**TASK TO CARRY OUT:** The task calls for each line of the records below in which the word "gradient" appears.

(Collected data entries)
- - -

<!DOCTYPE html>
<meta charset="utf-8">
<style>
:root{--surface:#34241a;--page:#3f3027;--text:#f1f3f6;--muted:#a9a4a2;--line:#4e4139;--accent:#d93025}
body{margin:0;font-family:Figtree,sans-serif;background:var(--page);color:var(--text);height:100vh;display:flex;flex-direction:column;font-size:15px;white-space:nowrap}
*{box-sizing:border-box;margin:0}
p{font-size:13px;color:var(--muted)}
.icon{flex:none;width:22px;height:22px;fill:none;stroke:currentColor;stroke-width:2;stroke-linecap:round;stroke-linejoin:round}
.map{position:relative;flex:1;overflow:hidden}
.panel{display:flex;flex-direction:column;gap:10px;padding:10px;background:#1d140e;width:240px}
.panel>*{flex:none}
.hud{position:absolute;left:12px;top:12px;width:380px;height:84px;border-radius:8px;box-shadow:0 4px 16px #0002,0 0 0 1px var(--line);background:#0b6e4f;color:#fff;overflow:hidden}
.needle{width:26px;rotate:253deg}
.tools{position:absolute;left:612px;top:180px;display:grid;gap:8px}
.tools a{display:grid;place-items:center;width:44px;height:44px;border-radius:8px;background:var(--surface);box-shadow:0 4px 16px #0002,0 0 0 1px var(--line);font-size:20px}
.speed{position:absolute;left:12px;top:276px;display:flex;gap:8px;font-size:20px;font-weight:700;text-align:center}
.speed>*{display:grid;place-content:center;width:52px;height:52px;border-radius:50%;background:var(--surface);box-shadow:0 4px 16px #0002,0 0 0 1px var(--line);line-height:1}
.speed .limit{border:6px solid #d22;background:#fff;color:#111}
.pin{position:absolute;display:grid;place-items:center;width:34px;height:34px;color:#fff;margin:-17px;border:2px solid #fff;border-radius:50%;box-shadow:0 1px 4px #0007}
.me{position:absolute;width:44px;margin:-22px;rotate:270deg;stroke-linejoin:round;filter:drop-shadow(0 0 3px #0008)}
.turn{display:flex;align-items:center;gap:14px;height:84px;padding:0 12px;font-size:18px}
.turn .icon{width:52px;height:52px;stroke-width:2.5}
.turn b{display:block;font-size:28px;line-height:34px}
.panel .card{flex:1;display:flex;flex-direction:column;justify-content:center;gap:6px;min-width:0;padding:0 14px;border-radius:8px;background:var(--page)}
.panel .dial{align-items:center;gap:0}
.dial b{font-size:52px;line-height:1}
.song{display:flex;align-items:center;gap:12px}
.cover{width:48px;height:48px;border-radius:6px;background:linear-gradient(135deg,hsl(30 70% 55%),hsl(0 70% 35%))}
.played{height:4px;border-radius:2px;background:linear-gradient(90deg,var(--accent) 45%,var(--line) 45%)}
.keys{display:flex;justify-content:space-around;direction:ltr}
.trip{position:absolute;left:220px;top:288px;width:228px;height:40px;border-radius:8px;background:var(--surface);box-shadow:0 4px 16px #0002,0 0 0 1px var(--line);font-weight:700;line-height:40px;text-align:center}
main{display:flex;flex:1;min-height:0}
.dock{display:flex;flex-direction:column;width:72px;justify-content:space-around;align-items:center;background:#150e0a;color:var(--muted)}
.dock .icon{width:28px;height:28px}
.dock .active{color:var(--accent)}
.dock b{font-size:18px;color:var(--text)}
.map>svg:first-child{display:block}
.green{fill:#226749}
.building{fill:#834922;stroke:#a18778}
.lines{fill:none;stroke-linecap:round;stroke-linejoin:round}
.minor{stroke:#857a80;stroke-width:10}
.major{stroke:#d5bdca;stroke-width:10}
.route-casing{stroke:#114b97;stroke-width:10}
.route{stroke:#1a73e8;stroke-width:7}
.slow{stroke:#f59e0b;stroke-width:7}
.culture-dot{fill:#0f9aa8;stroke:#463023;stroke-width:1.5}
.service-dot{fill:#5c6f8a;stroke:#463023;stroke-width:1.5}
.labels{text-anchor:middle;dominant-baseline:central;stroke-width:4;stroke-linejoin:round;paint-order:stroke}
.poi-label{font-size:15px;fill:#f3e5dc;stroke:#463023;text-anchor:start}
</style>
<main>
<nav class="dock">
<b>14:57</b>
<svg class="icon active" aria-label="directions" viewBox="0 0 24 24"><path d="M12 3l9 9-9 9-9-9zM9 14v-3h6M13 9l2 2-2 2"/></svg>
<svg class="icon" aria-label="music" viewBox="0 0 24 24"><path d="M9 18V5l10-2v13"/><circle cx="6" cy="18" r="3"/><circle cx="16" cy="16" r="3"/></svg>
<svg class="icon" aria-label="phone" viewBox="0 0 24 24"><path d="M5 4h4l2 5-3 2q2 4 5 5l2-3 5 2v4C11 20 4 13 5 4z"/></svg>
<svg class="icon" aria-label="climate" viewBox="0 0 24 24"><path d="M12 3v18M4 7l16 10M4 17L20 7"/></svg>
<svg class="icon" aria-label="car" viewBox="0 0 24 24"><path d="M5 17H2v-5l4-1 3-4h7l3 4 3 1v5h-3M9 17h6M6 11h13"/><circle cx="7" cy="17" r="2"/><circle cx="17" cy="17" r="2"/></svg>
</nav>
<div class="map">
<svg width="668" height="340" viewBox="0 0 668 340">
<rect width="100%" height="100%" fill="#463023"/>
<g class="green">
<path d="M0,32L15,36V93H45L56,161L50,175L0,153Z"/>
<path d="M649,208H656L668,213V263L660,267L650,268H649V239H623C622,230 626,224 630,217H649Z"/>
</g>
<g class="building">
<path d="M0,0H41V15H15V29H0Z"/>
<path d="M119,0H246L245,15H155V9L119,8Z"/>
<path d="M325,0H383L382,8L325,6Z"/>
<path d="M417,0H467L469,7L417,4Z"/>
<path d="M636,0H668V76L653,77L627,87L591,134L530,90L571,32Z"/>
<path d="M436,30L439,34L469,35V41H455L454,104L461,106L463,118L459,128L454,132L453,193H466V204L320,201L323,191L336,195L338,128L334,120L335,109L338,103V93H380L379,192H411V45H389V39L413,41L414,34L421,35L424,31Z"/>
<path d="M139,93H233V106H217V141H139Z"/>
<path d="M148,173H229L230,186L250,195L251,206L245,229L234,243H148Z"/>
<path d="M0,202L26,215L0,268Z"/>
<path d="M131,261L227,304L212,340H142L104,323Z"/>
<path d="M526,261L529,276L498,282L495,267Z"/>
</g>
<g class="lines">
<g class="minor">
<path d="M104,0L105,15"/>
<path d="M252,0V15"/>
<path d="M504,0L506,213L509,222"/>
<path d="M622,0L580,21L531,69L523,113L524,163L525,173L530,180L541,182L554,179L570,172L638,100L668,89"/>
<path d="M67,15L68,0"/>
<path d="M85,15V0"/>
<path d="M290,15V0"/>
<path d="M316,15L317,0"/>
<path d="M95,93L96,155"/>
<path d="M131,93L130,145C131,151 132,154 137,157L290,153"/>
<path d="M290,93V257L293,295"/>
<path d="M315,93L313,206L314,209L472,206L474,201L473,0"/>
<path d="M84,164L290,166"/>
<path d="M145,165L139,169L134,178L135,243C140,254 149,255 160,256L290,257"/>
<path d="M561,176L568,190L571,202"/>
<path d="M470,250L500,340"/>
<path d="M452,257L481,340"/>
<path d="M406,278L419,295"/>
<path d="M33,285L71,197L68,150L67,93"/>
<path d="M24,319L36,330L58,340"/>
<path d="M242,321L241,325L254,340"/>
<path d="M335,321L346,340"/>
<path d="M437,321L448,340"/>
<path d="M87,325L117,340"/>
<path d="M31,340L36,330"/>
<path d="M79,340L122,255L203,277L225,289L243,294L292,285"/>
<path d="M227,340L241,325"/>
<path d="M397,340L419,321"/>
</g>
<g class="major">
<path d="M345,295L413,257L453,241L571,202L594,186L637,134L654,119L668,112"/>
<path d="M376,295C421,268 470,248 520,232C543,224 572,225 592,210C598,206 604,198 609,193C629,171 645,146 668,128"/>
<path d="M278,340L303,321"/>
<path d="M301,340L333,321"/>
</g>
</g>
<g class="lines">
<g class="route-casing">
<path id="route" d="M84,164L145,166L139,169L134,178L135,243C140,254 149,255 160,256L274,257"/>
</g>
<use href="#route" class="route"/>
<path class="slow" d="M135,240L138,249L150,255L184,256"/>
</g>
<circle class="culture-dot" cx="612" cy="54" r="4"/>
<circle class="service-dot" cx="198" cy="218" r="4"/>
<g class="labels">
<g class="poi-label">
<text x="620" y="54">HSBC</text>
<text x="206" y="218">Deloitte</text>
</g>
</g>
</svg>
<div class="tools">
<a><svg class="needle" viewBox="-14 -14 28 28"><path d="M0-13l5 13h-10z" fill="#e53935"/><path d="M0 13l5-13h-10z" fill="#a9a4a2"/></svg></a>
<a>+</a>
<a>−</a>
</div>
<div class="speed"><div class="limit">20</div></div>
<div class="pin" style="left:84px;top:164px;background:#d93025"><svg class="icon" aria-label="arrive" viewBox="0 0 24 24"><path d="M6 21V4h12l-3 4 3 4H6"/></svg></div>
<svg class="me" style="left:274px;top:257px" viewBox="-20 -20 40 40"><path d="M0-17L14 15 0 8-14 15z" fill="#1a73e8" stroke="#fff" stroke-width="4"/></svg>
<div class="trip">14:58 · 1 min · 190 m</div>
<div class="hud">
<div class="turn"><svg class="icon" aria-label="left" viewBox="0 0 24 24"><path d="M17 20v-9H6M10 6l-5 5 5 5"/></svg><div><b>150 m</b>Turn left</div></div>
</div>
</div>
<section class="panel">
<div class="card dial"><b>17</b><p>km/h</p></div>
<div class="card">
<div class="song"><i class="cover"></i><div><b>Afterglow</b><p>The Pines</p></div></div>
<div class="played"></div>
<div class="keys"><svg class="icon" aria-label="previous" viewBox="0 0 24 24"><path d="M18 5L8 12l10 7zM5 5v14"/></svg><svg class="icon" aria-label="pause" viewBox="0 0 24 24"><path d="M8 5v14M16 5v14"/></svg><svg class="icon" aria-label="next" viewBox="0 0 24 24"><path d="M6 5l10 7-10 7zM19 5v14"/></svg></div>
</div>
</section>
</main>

- - -

**ANSWER TO THIS EXERCISE:**
.cover{width:48px;height:48px;border-radius:6px;background:linear-gradient(135deg,hsl(30 70% 55%),hsl(0 70% 35%))}
.played{height:4px;border-radius:2px;background:linear-gradient(90deg,var(--accent) 45%,var(--line) 45%)}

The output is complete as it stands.